Only a badly designed machine. It ought to go into thermal throttling. But it is exactly the point that increasing possible peak power has a whole train of secondary design costs attached. Therefore it is preferable to be cautious about the max TDP when designing a system.
I think that is also one of the reasons the Core M is so beneficial to notebook design, the whole series has a TDP of 4.5 W.
Your backlight power issue can also be minimized by manually setting your backlight brightness. Setting it dimmer (which most laptops allow one to) decreases the power it uses and so a 5 watt source might end up considerably less. In really bright situations it may even be possible to disable the backlight all together, a feature that was used by early portable LCD devices so that they did not need a backlight at all (something that was hard to make originally). There also exists alternative display technologies such as OLEDs which can provide better energy efficiency as it only illuminates pixels that need light but these currently are too costly for the average consumer.
I don't know what you are referring to exactly. The backlight is a major power sink of course, and not much dependent on screen resolution. It indeed takes the lion's share of my battery, at this time 5.5 W of 9 W, while mostly idling.
Ideally laptops should have more intelligence for controlling their processor resources. Specifically the full power of the processor should be more limited in availability to only under exceptional performance loads and even then in small bursts to prevent overheating. The technology is either not there yet or so obscure that people seldom use it.
Well, that is not a 'should' but an is. There is also not much to do, the OS and frequency governor. I've just pulled the plug to go from ondemand to powersafe, both my cores are more than 95% of the time in C7 state. 0.1% of the time at 1.5GHz (3 GHz max). And this is a 5 year old cpu, and running under Linux that is not yet as well optimised for power saving as other OSes are. I think lack of proper controll of processor resources is a problem of the distant past.

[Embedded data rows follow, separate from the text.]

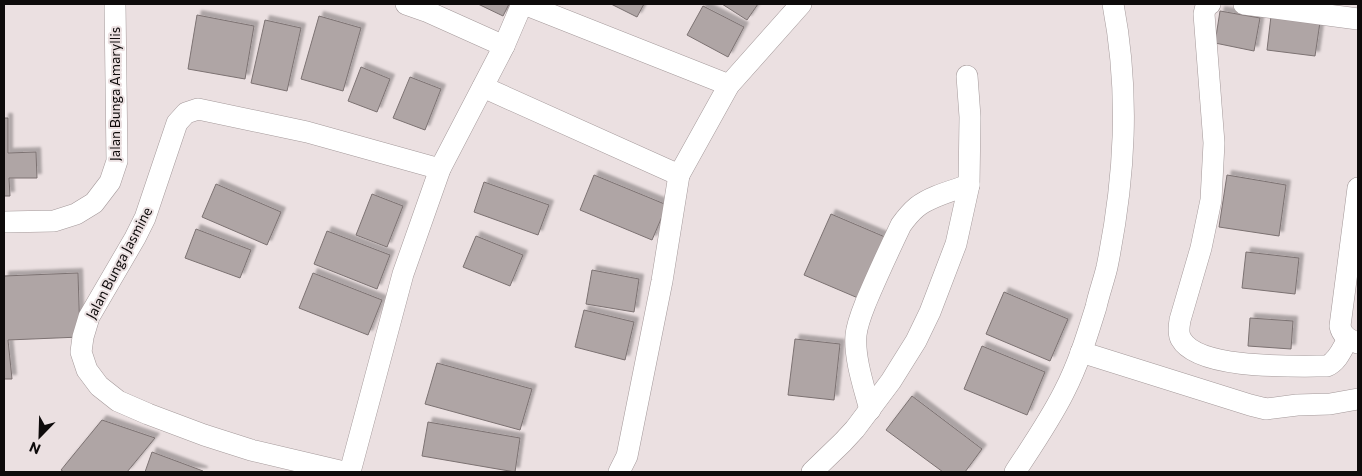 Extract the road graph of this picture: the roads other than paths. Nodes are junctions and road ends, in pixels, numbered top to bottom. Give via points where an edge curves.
1 (115, 4) edge
2 (406, 4) edge
3 (523, 4) edge
4 (801, 4) edge
5 (1113, 4) edge
6 (1210, 4) edge
7 (1244, 4) edge
8 (1358, 19) edge
9 (504, 46) junction
10 (967, 76) dead end
11 (729, 85) junction
12 (483, 86) junction
13 (440, 169) junction
14 (679, 175) junction
15 (969, 185) junction
16 (1358, 188) edge
17 (4, 222) edge
18 (1354, 251) edge
19 (1353, 341) edge
20 (1081, 352) junction
21 (1358, 399) edge
22 (870, 410) junction
23 (344, 472) edge
24 (350, 472) edge
25 (618, 472) edge
26 (812, 472) edge
27 (1015, 472) edge

1 - 17 street, Jalan Bunga Amaryllis via 117,161 110,182 94,203 76,214 54,221
2 - 9 street
3 - 9 street
3 - 11 street
4 - 11 street
5 - 20 street via 1123,75 1124,129 1120,181 1107,268
6 - 19 street via 1204,14 1214,143 1211,200 1180,320 1180,339 1195,352 1212,358 1288,366 1327,366
7 - 8 street
9 - 12 street
10 - 15 street
11 - 14 street
12 - 13 street
12 - 14 street
13 - 23 street, Jalan Bunga Jasmine via 307,132 198,109 186,113 177,122 145,218 89,317 82,337 87,370 99,386 118,401 251,450
13 - 24 street via 402,274
14 - 25 street via 662,282 627,456
15 - 22 street via 956,244 930,312 912,349
15 - 22 street via 929,200 908,216 870,292 856,334 860,372
16 - 18 street
18 - 19 street via 1340,326 1341,332
20 - 21 street via 1266,409
20 - 27 street via 1065,390
22 - 26 street via 844,442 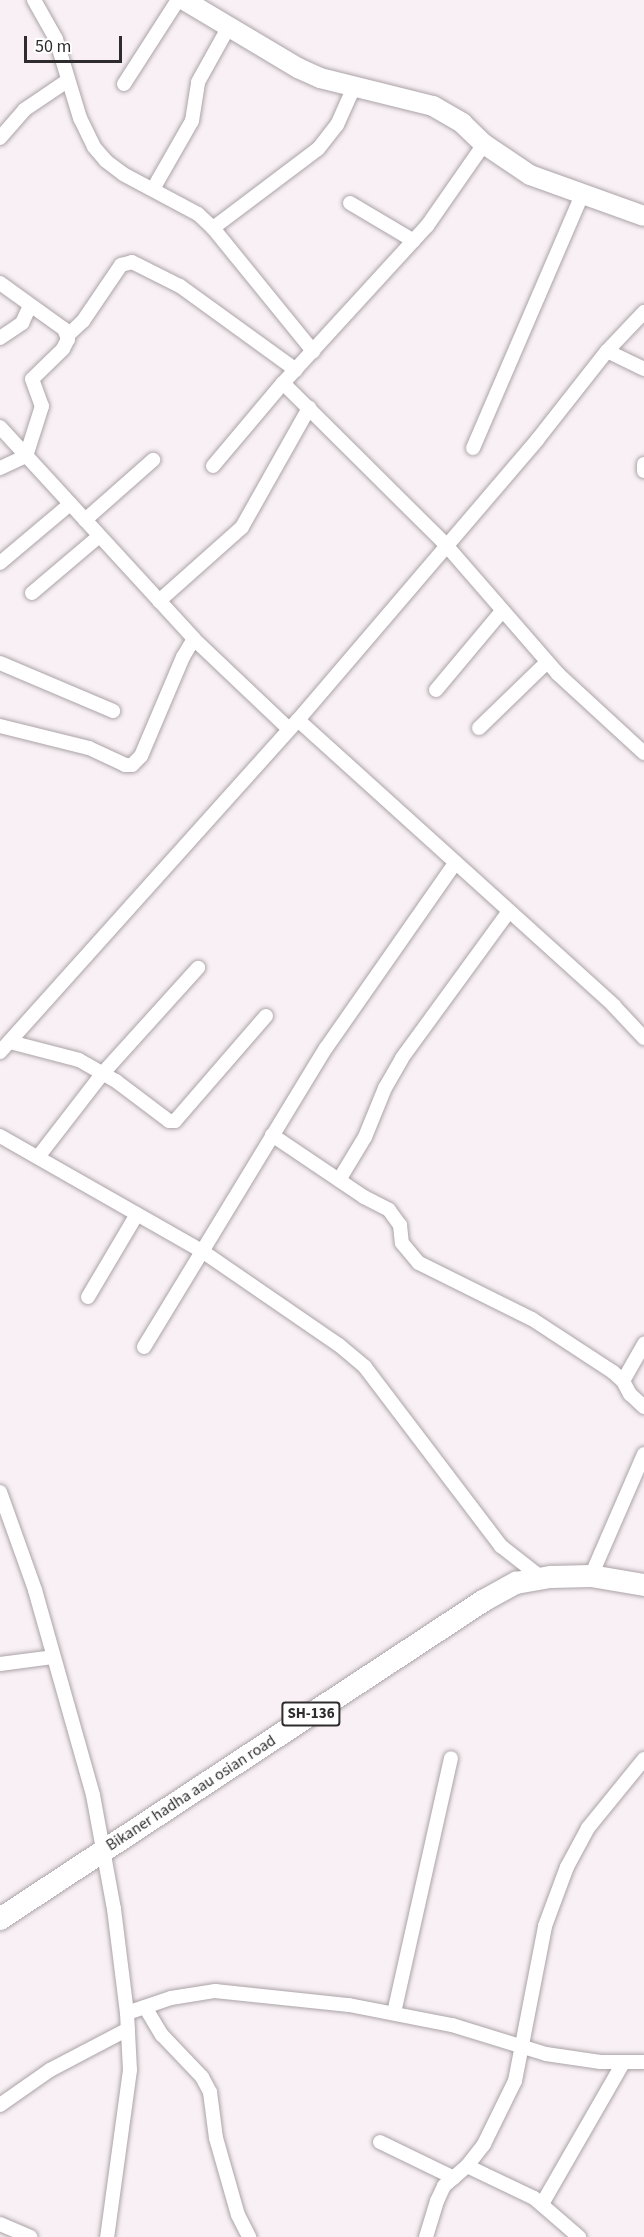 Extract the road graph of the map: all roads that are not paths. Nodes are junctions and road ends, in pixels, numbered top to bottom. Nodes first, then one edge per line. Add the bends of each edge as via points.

The problem with Simutrans is that of its design. It produces a single heavy thread that utilization depends on the output display area in pixels. Many laptops have high density displays (eg some MacBook Pros and many tablet devices) and rely on multi-core processors for energy saving (most modern portable devices, run many tasks in parallel at a slower clock speed for power saving). Running Simutrans on such a device full screen runs the processor at full clock speed doing a lot of work continuously on a single core. Obviously what one views makes a difference but simple actions like panning the window can waste a lot of processor time. This problem has also been reduced thanks to multi-thread rendering functionality (if enabled). As such it can be quite energy efficient and has no problems running on most portable devices.

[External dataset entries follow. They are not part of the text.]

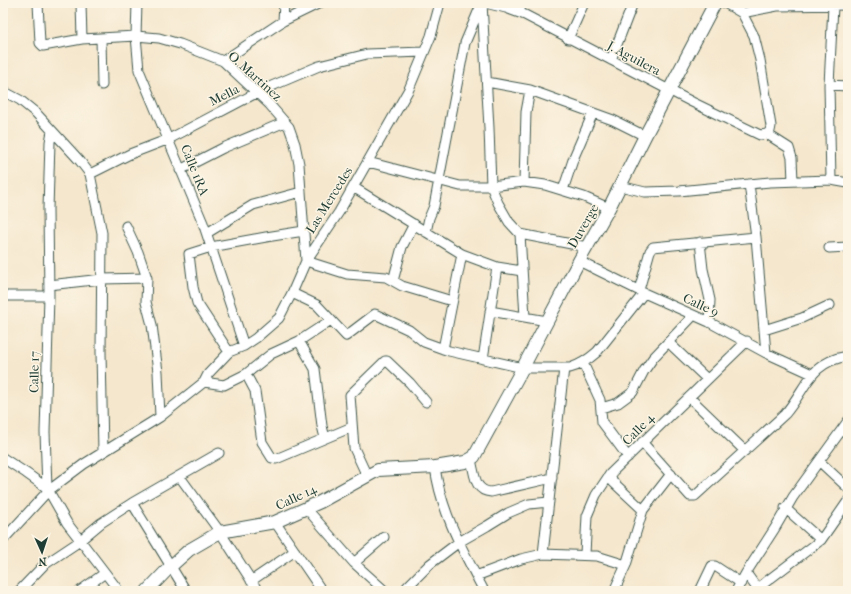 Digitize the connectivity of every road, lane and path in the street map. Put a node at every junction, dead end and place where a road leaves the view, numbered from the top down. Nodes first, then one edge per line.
1 (38, 3) edge
2 (81, 3) edge
3 (137, 3) edge
4 (284, 3) edge
5 (320, 3) edge
6 (440, 3) edge
7 (483, 3) edge
8 (523, 3) edge
9 (584, 3) edge
10 (633, 3) edge
11 (715, 3) edge
12 (725, 3) edge
13 (820, 4) edge
14 (848, 5) edge
15 (833, 6) junction
16 (518, 12) junction
17 (742, 13) junction
18 (283, 21) junction
19 (136, 36) junction
20 (101, 38) junction
21 (568, 38) junction
22 (82, 39) junction
23 (424, 52) junction
24 (611, 60) junction
25 (223, 61) junction
26 (487, 82) junction
27 (102, 85) dead end
28 (829, 86) junction
29 (848, 86) edge
30 (530, 90) junction
31 (669, 90) junction
32 (3, 91) edge
33 (257, 93) junction
34 (593, 113) junction
35 (285, 122) junction
36 (52, 131) junction
37 (768, 133) junction
38 (645, 136) junction
39 (169, 139) junction
40 (368, 162) junction
41 (180, 170) junction
42 (90, 174) junction
43 (439, 180) junction
44 (831, 180) junction
45 (793, 181) junction
46 (524, 182) junction
47 (848, 183) edge
48 (749, 184) junction
49 (491, 186) junction
50 (620, 186) junction
51 (353, 187) junction
52 (563, 190) junction
53 (301, 192) junction
54 (609, 208) junction
55 (414, 224) junction
56 (126, 226) dead end
57 (304, 231) junction
58 (426, 232) junction
59 (207, 233) junction
60 (520, 234) junction
61 (756, 236) junction
62 (700, 242) junction
63 (212, 247) junction
64 (587, 247) junction
65 (848, 247) edge
66 (829, 248) dead end
67 (462, 254) junction
68 (306, 261) junction
69 (579, 261) junction
70 (497, 266) junction
71 (522, 271) junction
72 (147, 278) junction
73 (102, 279) junction
74 (393, 281) junction
75 (49, 284) junction
76 (642, 292) junction
77 (292, 293) junction
78 (3, 296) edge
79 (49, 296) junction
80 (452, 301) junction
81 (830, 305) dead end
82 (490, 311) junction
83 (694, 316) junction
84 (525, 317) junction
85 (331, 320) junction
86 (547, 321) junction
87 (709, 322) junction
88 (764, 330) junction
89 (299, 341) junction
90 (747, 341) junction
91 (668, 342) junction
92 (244, 346) junction
93 (443, 349) junction
94 (229, 352) junction
95 (766, 353) junction
96 (848, 356) edge
97 (483, 359) junction
98 (583, 363) junction
99 (523, 368) junction
100 (567, 368) junction
101 (246, 374) junction
102 (812, 374) junction
103 (707, 379) junction
104 (204, 382) junction
105 (689, 397) junction
106 (426, 402) dead end
107 (601, 408) junction
108 (160, 417) junction
109 (848, 421) edge
110 (352, 427) junction
111 (326, 438) junction
112 (642, 442) junction
113 (745, 451) junction
114 (103, 452) junction
115 (219, 453) dead end
116 (628, 457) junction
117 (3, 458) edge
118 (471, 460) junction
119 (819, 460) junction
120 (435, 466) junction
121 (610, 474) junction
122 (671, 474) junction
123 (367, 476) junction
124 (180, 477) junction
125 (552, 478) junction
126 (848, 488) edge
127 (48, 489) junction
128 (848, 501) edge
129 (549, 502) junction
130 (132, 503) junction
131 (306, 508) junction
132 (785, 508) junction
133 (643, 510) junction
134 (275, 522) junction
135 (220, 532) junction
136 (384, 536) dead end
137 (3, 540) edge
138 (80, 540) junction
139 (821, 540) junction
140 (459, 542) junction
141 (295, 551) junction
142 (543, 554) junction
143 (585, 554) junction
144 (354, 563) junction
145 (626, 565) junction
146 (170, 567) junction
147 (105, 573) junction
148 (746, 573) junction
149 (476, 576) junction
150 (251, 581) junction
151 (739, 587) edge
152 (758, 590) edge
153 (19, 591) edge
154 (80, 591) edge
155 (119, 591) edge
156 (147, 591) edge
157 (186, 591) edge
158 (258, 591) edge
159 (322, 591) edge
160 (385, 591) edge
161 (405, 591) edge
162 (484, 591) edge
163 (614, 591) edge
164 (700, 591) edge

1 - 22 street, O. Martinez
2 - 22 street
3 - 19 street, Calle 1RA
4 - 18 street
5 - 18 street
6 - 23 street, Las Mercedes
7 - 16 street, J. Aguilera
7 - 26 street
7 - 43 street
8 - 16 street
9 - 21 street
10 - 24 street
11 - 31 street, Duverge
12 - 17 street
13 - 15 street
13 - 17 street
14 - 15 street
15 - 28 street
16 - 21 street, J. Aguilera
17 - 37 street
18 - 25 street
19 - 20 street, O. Martinez
19 - 25 street, O. Martinez
19 - 39 street, Calle 1RA
20 - 22 street, O. Martinez
20 - 27 street
21 - 24 street, J. Aguilera
23 - 33 street, Mella
23 - 40 street, Las Mercedes
24 - 31 street, J. Aguilera
25 - 33 street, O. Martinez
26 - 30 street
26 - 49 street
28 - 29 street
28 - 44 street
30 - 34 street
30 - 46 street
31 - 37 street, J. Aguilera
31 - 38 street, Duverge
32 - 36 street
33 - 35 street, O. Martinez
33 - 39 street, Mella
34 - 38 street
34 - 52 street
35 - 41 street
35 - 53 street, O. Martinez
36 - 42 street
36 - 75 street, Calle 17
37 - 45 street, J. Aguilera
38 - 50 street, Duverge
39 - 41 street, Calle 1RA
39 - 42 street, Mella
40 - 43 street
40 - 51 street, Las Mercedes
41 - 59 street, Calle 1RA
42 - 73 street
43 - 49 street
43 - 58 street
44 - 45 street
44 - 47 street
45 - 48 street
46 - 49 street
46 - 52 street
48 - 50 street
48 - 61 street
49 - 60 street
50 - 54 street, Duverge
51 - 55 street
51 - 68 street, Las Mercedes
52 - 54 street
53 - 57 street, O. Martinez
53 - 59 street
54 - 64 street, Duverge
55 - 58 street
55 - 74 street
56 - 72 street
57 - 63 street
57 - 68 street, O. Martinez
58 - 67 street
59 - 63 street, Calle 1RA
60 - 64 street
60 - 71 street
61 - 62 street
61 - 88 street
62 - 76 street
62 - 87 street
63 - 92 street, Calle 1RA
63 - 94 street
64 - 69 street, Duverge
65 - 66 street
67 - 70 street
67 - 80 street
68 - 74 street
68 - 77 street, Las Mercedes
69 - 76 street, Calle 9
69 - 86 street, Duverge
70 - 71 street
70 - 82 street
71 - 84 street
72 - 73 street
72 - 108 street
73 - 75 street
73 - 114 street
74 - 80 street
75 - 79 street, Calle 17
76 - 83 street, Calle 9
76 - 98 street
77 - 85 street
77 - 92 street, Las Mercedes
78 - 79 street
79 - 127 street, Calle 17
80 - 93 street
81 - 88 street
82 - 84 street
82 - 97 street
83 - 87 street, Calle 9
83 - 91 street
84 - 86 street
85 - 89 street
85 - 93 street
86 - 99 street, Duverge
87 - 90 street, Calle 9
88 - 95 street
89 - 101 street
89 - 111 street
90 - 95 street, Calle 9
90 - 103 street, Calle 4
91 - 103 street
91 - 107 street
92 - 94 street, Las Mercedes
93 - 97 street
94 - 104 street, Las Mercedes
95 - 102 street, Calle 9
96 - 102 street
97 - 99 street
98 - 100 street
98 - 107 street
99 - 100 street
99 - 118 street, Duverge
100 - 125 street
101 - 104 street
101 - 111 street
102 - 113 street
103 - 105 street, Calle 4
104 - 108 street, Las Mercedes
105 - 112 street, Calle 4
105 - 113 street
106 - 110 street
107 - 116 street
108 - 114 street, Las Mercedes
109 - 119 street
110 - 111 street
110 - 123 street
112 - 116 street, Calle 4
112 - 122 street
113 - 122 street
114 - 127 street, Las Mercedes
115 - 124 street
116 - 121 street, Calle 4
117 - 127 street
118 - 120 street, Calle 14
118 - 125 street
119 - 126 street
119 - 132 street
120 - 123 street, Calle 14
120 - 140 street
121 - 133 street
121 - 143 street, Calle 4
122 - 133 street
123 - 131 street, Calle 14
124 - 130 street
124 - 135 street
125 - 129 street
127 - 137 street, Las Mercedes
127 - 138 street, Calle 17
128 - 139 street
129 - 140 street
129 - 142 street
130 - 138 street
130 - 146 street
131 - 134 street, Calle 14
131 - 144 street
132 - 139 street
132 - 148 street
133 - 145 street
134 - 135 street, Calle 14
134 - 141 street
135 - 146 street, Calle 14
135 - 150 street
136 - 144 street
138 - 147 street, Calle 17
138 - 153 street
139 - 152 street
140 - 149 street
140 - 161 street
141 - 150 street
141 - 159 street
142 - 143 street
142 - 149 street
143 - 145 street
144 - 160 street
145 - 163 street
146 - 156 street, Calle 14
146 - 157 street
147 - 154 street
147 - 155 street, Calle 17
148 - 151 street
148 - 152 street
149 - 162 street
150 - 158 street
151 - 164 street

However for those people who want to get a little more battery life out of their device when playing Simutrans I suggested a possible solution a while ago. There should be some functionality to allow for "upscaling" of a lower resolution output to the full screen size. When playing in full screen mode this could be achieved with non-native resolutions supported by the display (and letting the display driver handle the scaling). When playing in windowed mode some form of scale factor could be used with an OpenGL (or something else) accelerated up scaling. This could be used to reduce the number of pixels filled when playing as well as handle high density display scale problems (too small to resolve what is happening).
Well that is a completely different beast. Blitting 2d is also not a very typical application on notebooks, else one would return to single core, single thread designs. In particular a mid 1990s approach scaled up some orders of mangitude just because modern hardware also provides more single thread performance.